> [WORK TASK]: The line containing "Road topology of" marks the end: copy exactly every line from the start of the records below up to and including it, leaving out pictures.

> [DATA RECORDS]:
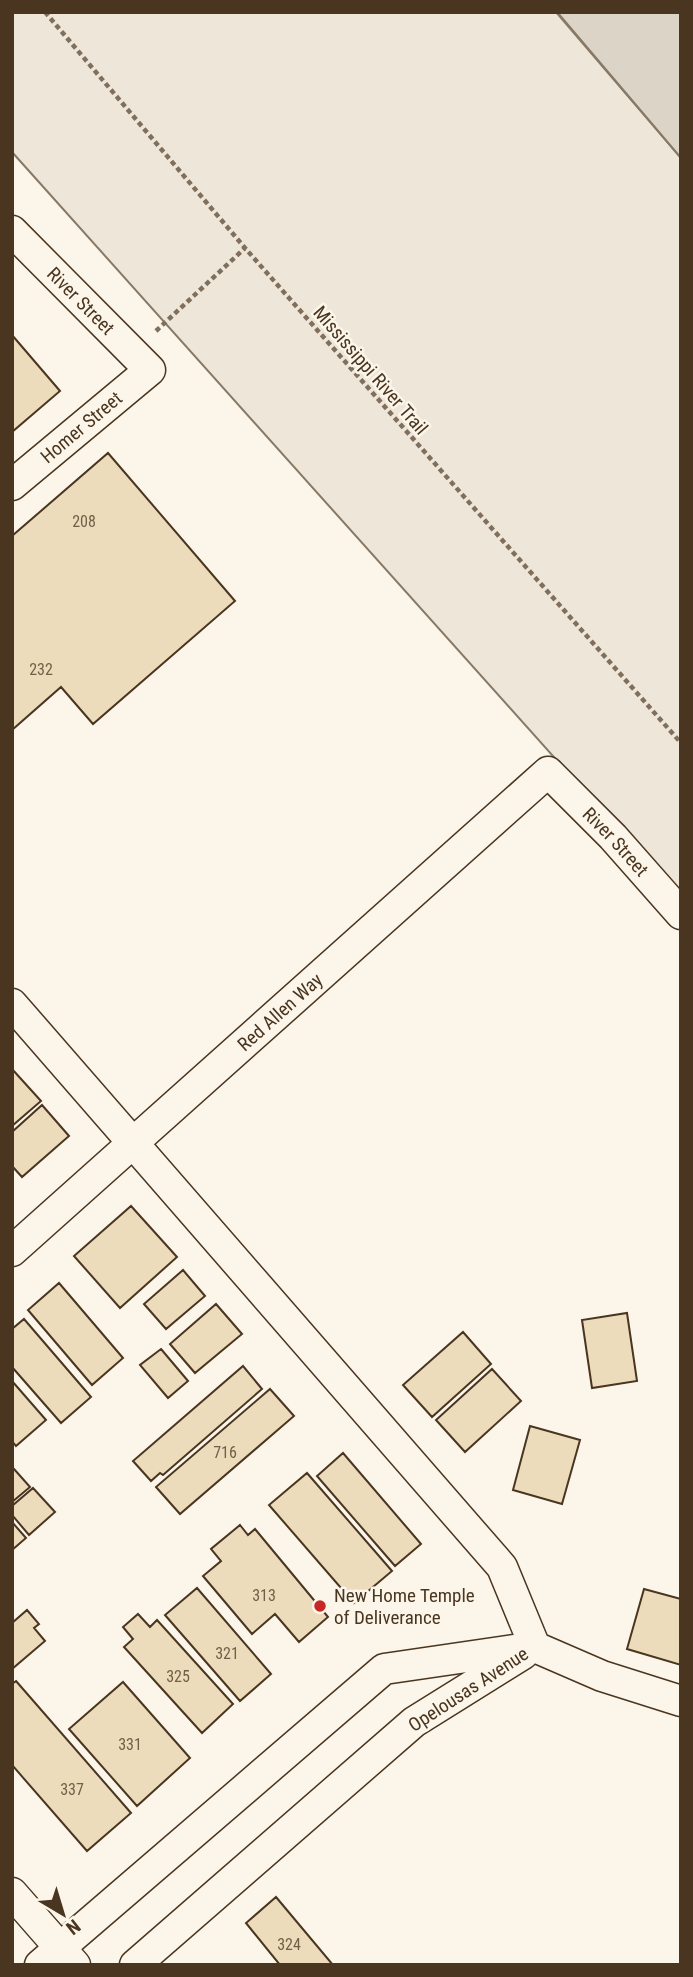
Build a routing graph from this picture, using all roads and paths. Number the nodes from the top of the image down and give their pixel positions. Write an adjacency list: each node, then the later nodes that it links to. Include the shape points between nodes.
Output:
1 (45, 12): 3 (path, Mississippi River Trail)
2 (12, 231): 4 (street, River Street)
3 (245, 248): 4 (path, via 155,331); 6 (path, Mississippi River Trail)
4 (150, 370): 5 (street, Homer Street)
5 (12, 485)
6 (681, 743)
7 (548, 772): 8 (street, River Street, via 613,836); 10 (street, Red Allen Way)
8 (681, 914)
9 (12, 1004): 10 (street)
10 (134, 1142): 11 (street, Red Allen Way); 12 (street, via 502,1567)
11 (12, 1251)
12 (535, 1647): 13 (street, via 602,1676); 15 (street, Opelousas Avenue, via 384,1670); 16 (street, Opelousas Avenue, via 414,1722)
13 (681, 1701)
14 (12, 1893): 15 (street)
15 (58, 1959)
16 (135, 1965)

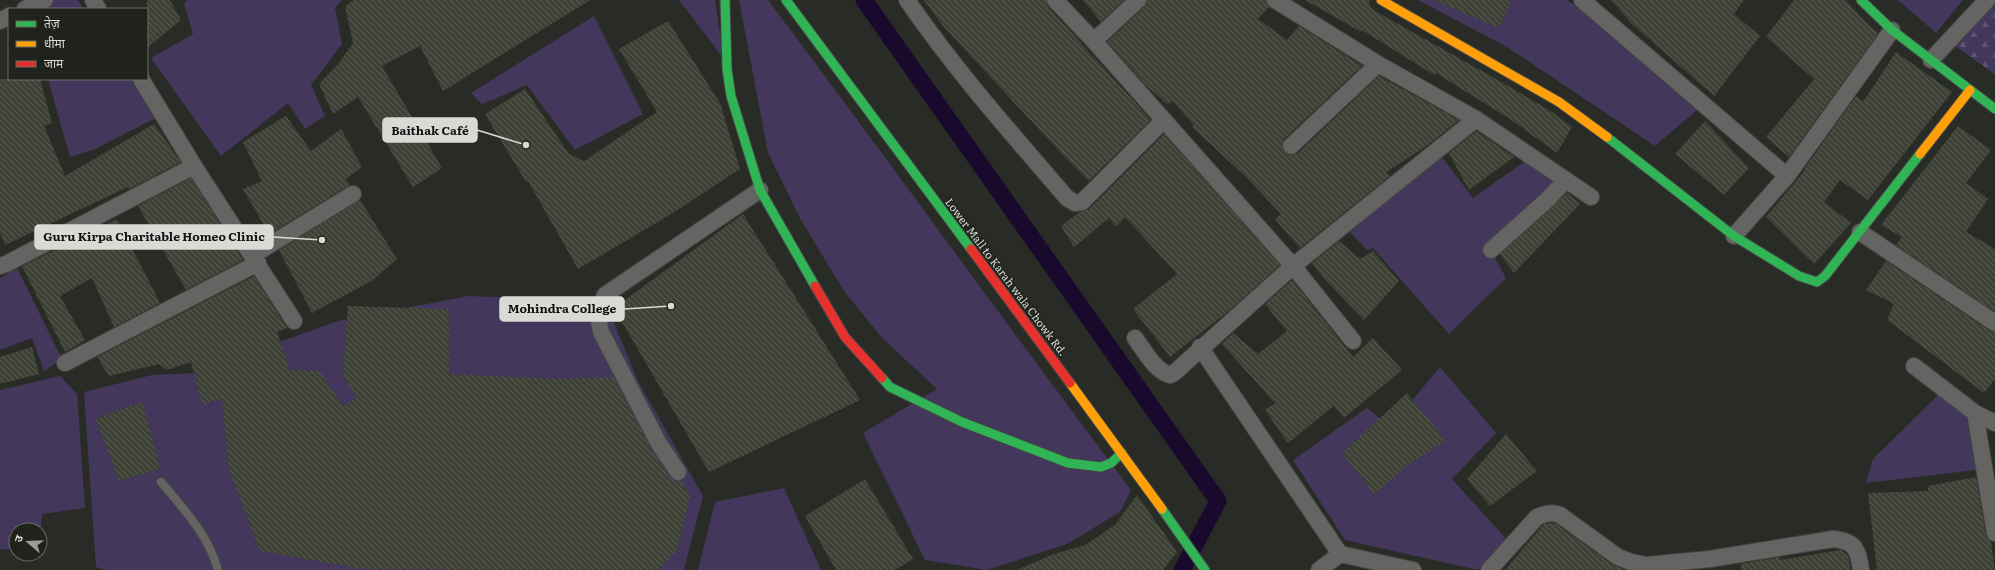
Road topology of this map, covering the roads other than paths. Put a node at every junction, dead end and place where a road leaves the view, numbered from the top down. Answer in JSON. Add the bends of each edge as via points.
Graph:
{"nodes":[{"id":1,"x":44,"y":0,"type":"edge"},
{"id":2,"x":725,"y":0,"type":"edge"},
{"id":3,"x":786,"y":0,"type":"edge"},
{"id":4,"x":907,"y":0,"type":"edge"},
{"id":5,"x":1055,"y":0,"type":"edge"},
{"id":6,"x":1138,"y":0,"type":"edge"},
{"id":7,"x":1275,"y":0,"type":"edge"},
{"id":8,"x":1381,"y":0,"type":"edge"},
{"id":9,"x":1582,"y":0,"type":"edge"},
{"id":10,"x":1861,"y":0,"type":"edge"},
{"id":11,"x":1987,"y":0,"type":"edge"},
{"id":12,"x":27,"y":8,"type":"edge"},
{"id":13,"x":1892,"y":30,"type":"junction"},
{"id":14,"x":1094,"y":41,"type":"junction"},
{"id":15,"x":1931,"y":60,"type":"junction"},
{"id":16,"x":1378,"y":64,"type":"junction"},
{"id":17,"x":142,"y":80,"type":"edge"},
{"id":18,"x":1970,"y":90,"type":"junction"},
{"id":19,"x":1995,"y":109,"type":"edge"},
{"id":20,"x":1476,"y":119,"type":"junction"},
{"id":21,"x":1164,"y":120,"type":"junction"},
{"id":22,"x":1291,"y":146,"type":"dead end"},
{"id":23,"x":194,"y":166,"type":"junction"},
{"id":24,"x":1787,"y":176,"type":"junction"},
{"id":25,"x":1566,"y":180,"type":"junction"},
{"id":26,"x":760,"y":190,"type":"junction"},
{"id":27,"x":353,"y":194,"type":"dead end"},
{"id":28,"x":1591,"y":198,"type":"dead end"},
{"id":29,"x":1860,"y":232,"type":"junction"},
{"id":30,"x":1734,"y":236,"type":"junction"},
{"id":31,"x":1491,"y":250,"type":"dead end"},
{"id":32,"x":255,"y":259,"type":"junction"},
{"id":33,"x":0,"y":266,"type":"edge"},
{"id":34,"x":1293,"y":266,"type":"junction"},
{"id":35,"x":294,"y":321,"type":"dead end"},
{"id":36,"x":1995,"y":322,"type":"edge"},
{"id":37,"x":1135,"y":338,"type":"dead end"},
{"id":38,"x":1353,"y":340,"type":"dead end"},
{"id":39,"x":1200,"y":347,"type":"junction"},
{"id":40,"x":65,"y":363,"type":"dead end"},
{"id":41,"x":1914,"y":366,"type":"dead end"},
{"id":42,"x":1976,"y":413,"type":"junction"},
{"id":43,"x":1995,"y":423,"type":"edge"},
{"id":44,"x":1122,"y":453,"type":"junction"},
{"id":45,"x":678,"y":472,"type":"dead end"},
{"id":46,"x":161,"y":482,"type":"dead end"},
{"id":47,"x":1995,"y":533,"type":"edge"},
{"id":48,"x":1340,"y":554,"type":"junction"},
{"id":49,"x":1205,"y":569,"type":"edge"},
{"id":50,"x":218,"y":570,"type":"edge"},
{"id":51,"x":1319,"y":570,"type":"edge"},
{"id":52,"x":1413,"y":570,"type":"edge"},
{"id":53,"x":1489,"y":570,"type":"edge"},
{"id":54,"x":1861,"y":570,"type":"edge"}],
"edges":[{"from":1,"to":12,"type":"street"},
{"from":2,"to":26,"type":"street","via":[[727,69],[731,96]]},
{"from":3,"to":44,"type":"street","name":"Lower Mall to Karah wala Chowk Rd."},
{"from":4,"to":21,"type":"street","via":[[1003,123],[1067,198],[1075,203],[1082,202]]},
{"from":5,"to":14,"type":"street"},
{"from":6,"to":14,"type":"street"},
{"from":7,"to":16,"type":"street"},
{"from":8,"to":30,"type":"street","via":[[1559,102]]},
{"from":9,"to":24,"type":"street"},
{"from":10,"to":13,"type":"street"},
{"from":11,"to":15,"type":"street"},
{"from":13,"to":15,"type":"street"},
{"from":13,"to":24,"type":"street"},
{"from":14,"to":21,"type":"street"},
{"from":15,"to":18,"type":"street"},
{"from":16,"to":20,"type":"street"},
{"from":16,"to":22,"type":"street"},
{"from":17,"to":23,"type":"street"},
{"from":18,"to":19,"type":"street"},
{"from":18,"to":29,"type":"street"},
{"from":20,"to":25,"type":"street"},
{"from":20,"to":34,"type":"street"},
{"from":21,"to":34,"type":"street"},
{"from":23,"to":32,"type":"street"},
{"from":23,"to":33,"type":"street"},
{"from":24,"to":30,"type":"street"},
{"from":25,"to":28,"type":"street"},
{"from":25,"to":31,"type":"street"},
{"from":26,"to":44,"type":"street","via":[[845,337],[890,387],[962,422],[1068,463],[1100,467],[1111,463]]},
{"from":26,"to":45,"type":"street","via":[[605,295],[598,310],[601,332],[658,442]]},
{"from":27,"to":32,"type":"street"},
{"from":29,"to":30,"type":"street","via":[[1818,282],[1799,276]]},
{"from":29,"to":36,"type":"street"},
{"from":32,"to":35,"type":"street"},
{"from":32,"to":40,"type":"street"},
{"from":34,"to":38,"type":"street"},
{"from":34,"to":39,"type":"street"},
{"from":37,"to":39,"type":"street","via":[[1157,367],[1170,375]]},
{"from":39,"to":48,"type":"street"},
{"from":41,"to":42,"type":"street"},
{"from":42,"to":43,"type":"street"},
{"from":42,"to":47,"type":"street"},
{"from":44,"to":49,"type":"street","name":"Lower Mall to Karah wala Chowk Rd."},
{"from":46,"to":50,"type":"lane","via":[[199,530]]},
{"from":48,"to":51,"type":"street"},
{"from":48,"to":52,"type":"street"},
{"from":53,"to":54,"type":"street","via":[[1537,517],[1553,512],[1618,557],[1631,562],[1647,565],[1710,559],[1834,539],[1853,545],[1858,552]]}]}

> [EXERCISE RESULT]:
Build a routing graph from this picture, using all roads and paths. Number the nodes from the top of the image down and give their pixel positions. Write an adjacency list: each node, then the later nodes that it links to. Include the shape points between nodes.
Output:
1 (45, 12): 3 (path, Mississippi River Trail)
2 (12, 231): 4 (street, River Street)
3 (245, 248): 4 (path, via 155,331); 6 (path, Mississippi River Trail)
4 (150, 370): 5 (street, Homer Street)
5 (12, 485)
6 (681, 743)
7 (548, 772): 8 (street, River Street, via 613,836); 10 (street, Red Allen Way)
8 (681, 914)
9 (12, 1004): 10 (street)
10 (134, 1142): 11 (street, Red Allen Way); 12 (street, via 502,1567)
11 (12, 1251)
12 (535, 1647): 13 (street, via 602,1676); 15 (street, Opelousas Avenue, via 384,1670); 16 (street, Opelousas Avenue, via 414,1722)
13 (681, 1701)
14 (12, 1893): 15 (street)
15 (58, 1959)
16 (135, 1965)

Road topology of this map, covering the roads other than paths. Put a node at every junction, dead end and place where a road leaves the view, numbered from the top down. Answer in JSON. Add the bends of each edge as via points.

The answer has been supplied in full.